• EXERCISE BRIEF:
Note each line in the data below that holds "Terry", and copy it.

Collected data:
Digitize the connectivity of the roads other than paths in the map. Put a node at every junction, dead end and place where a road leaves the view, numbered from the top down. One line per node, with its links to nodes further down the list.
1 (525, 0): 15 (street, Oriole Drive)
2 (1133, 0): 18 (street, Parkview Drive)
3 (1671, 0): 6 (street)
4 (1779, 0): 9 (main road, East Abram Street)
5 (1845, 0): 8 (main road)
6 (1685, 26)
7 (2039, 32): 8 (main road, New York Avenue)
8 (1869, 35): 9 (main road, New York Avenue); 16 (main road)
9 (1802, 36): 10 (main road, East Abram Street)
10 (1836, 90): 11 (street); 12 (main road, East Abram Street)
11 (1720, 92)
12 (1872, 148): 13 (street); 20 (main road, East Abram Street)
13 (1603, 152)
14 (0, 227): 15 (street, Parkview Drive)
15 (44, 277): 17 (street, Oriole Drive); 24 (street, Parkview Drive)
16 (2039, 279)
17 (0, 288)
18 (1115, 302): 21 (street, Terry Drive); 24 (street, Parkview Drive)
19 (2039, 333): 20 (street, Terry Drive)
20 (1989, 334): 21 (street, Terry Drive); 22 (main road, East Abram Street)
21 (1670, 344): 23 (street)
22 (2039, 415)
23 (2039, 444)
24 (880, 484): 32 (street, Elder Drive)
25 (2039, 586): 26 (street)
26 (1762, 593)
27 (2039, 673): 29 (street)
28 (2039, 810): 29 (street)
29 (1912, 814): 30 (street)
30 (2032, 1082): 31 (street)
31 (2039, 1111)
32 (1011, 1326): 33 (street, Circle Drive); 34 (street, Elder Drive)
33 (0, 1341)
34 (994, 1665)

• ANSWER FOR THIS EXERCISE:
18 (1115, 302): 21 (street, Terry Drive); 24 (street, Parkview Drive)
19 (2039, 333): 20 (street, Terry Drive)
20 (1989, 334): 21 (street, Terry Drive); 22 (main road, East Abram Street)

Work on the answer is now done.